--- Work task ---
Records follow. Pull out every line that contains "Esmer".

--- Data for processing ---

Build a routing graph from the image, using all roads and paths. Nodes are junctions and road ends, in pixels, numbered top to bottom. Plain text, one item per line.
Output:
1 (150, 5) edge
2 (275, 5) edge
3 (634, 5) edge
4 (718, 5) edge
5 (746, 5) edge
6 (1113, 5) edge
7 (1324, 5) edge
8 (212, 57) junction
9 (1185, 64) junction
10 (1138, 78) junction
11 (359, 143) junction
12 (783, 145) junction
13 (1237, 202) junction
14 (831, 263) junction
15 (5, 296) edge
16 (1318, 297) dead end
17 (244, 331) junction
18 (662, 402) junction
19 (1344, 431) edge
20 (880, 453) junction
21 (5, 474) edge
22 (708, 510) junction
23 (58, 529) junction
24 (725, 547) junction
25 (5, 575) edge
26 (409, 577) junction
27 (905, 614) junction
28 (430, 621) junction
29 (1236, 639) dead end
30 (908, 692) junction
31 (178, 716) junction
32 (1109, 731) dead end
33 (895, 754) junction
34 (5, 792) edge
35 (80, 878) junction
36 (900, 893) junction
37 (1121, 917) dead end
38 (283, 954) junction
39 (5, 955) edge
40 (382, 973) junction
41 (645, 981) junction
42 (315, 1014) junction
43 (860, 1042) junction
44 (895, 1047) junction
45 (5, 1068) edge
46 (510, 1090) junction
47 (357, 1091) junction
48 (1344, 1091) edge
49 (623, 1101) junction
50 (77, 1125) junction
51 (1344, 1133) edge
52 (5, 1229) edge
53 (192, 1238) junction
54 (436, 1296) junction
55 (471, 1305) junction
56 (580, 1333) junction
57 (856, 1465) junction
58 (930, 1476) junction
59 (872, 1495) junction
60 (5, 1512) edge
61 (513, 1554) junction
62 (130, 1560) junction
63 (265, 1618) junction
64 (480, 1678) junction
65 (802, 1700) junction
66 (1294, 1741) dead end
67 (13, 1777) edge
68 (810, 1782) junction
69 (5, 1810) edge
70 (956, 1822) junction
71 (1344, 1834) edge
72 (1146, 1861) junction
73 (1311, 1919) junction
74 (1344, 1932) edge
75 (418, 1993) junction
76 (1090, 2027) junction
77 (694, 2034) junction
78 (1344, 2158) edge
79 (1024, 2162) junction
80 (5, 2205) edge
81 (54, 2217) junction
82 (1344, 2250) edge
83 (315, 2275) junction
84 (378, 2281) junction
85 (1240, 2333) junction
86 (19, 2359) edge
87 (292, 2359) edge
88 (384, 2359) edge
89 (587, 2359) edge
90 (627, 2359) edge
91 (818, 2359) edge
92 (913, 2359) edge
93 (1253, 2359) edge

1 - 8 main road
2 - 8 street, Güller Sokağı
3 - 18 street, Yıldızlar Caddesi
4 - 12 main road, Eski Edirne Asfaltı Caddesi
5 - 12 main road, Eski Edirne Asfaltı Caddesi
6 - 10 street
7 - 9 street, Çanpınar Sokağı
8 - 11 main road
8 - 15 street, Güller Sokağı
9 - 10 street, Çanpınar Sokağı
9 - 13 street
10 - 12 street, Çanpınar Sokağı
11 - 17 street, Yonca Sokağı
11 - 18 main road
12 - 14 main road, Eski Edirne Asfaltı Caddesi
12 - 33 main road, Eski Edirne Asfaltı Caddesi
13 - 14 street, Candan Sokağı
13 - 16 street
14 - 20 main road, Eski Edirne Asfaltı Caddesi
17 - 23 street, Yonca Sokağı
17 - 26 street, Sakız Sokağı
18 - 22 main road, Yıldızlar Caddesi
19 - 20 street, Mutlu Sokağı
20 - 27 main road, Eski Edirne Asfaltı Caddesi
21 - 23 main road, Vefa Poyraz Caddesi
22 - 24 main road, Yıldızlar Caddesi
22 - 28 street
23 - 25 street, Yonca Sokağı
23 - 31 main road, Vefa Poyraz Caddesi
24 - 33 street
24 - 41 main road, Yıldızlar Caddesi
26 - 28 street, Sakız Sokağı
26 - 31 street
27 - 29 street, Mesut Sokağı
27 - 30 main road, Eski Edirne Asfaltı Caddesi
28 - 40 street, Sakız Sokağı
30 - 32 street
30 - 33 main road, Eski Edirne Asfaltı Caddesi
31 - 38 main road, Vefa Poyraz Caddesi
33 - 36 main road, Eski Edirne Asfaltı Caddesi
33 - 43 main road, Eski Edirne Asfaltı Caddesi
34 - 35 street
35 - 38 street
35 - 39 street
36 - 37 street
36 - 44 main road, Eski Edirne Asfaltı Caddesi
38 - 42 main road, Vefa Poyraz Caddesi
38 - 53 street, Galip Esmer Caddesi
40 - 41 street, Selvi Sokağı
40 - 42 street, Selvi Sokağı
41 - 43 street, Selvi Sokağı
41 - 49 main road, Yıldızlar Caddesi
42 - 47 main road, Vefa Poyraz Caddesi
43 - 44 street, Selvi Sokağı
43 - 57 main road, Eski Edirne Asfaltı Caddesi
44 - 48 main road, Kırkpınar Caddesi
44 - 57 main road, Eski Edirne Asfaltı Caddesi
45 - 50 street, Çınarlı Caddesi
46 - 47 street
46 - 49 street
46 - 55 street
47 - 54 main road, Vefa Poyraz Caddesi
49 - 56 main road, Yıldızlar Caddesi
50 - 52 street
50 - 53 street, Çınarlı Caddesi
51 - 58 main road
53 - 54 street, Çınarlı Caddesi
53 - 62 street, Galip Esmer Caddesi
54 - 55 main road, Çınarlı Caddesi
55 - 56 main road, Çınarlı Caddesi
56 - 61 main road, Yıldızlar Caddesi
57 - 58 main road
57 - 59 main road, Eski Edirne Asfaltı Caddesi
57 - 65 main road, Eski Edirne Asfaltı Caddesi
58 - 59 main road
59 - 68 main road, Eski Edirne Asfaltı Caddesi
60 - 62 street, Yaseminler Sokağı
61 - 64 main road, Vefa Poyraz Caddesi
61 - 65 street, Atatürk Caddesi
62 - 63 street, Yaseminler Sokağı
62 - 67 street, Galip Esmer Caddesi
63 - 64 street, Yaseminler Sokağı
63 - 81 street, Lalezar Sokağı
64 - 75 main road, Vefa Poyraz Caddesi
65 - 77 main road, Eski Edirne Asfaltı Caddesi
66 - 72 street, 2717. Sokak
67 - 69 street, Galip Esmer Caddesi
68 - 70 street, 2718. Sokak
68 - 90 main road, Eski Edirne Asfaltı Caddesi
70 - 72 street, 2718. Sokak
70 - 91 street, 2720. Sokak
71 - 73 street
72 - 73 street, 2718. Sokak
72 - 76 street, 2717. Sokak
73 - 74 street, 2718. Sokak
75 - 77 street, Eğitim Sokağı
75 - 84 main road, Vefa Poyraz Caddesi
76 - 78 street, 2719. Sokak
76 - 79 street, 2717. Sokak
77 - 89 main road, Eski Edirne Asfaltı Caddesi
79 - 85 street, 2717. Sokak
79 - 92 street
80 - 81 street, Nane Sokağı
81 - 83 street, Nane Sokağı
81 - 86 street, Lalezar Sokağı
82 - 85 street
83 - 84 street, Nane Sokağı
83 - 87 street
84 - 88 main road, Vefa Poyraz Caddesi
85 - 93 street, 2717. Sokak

--- Response to the exercise ---
38 - 53 street, Galip Esmer Caddesi
53 - 62 street, Galip Esmer Caddesi
62 - 67 street, Galip Esmer Caddesi
67 - 69 street, Galip Esmer Caddesi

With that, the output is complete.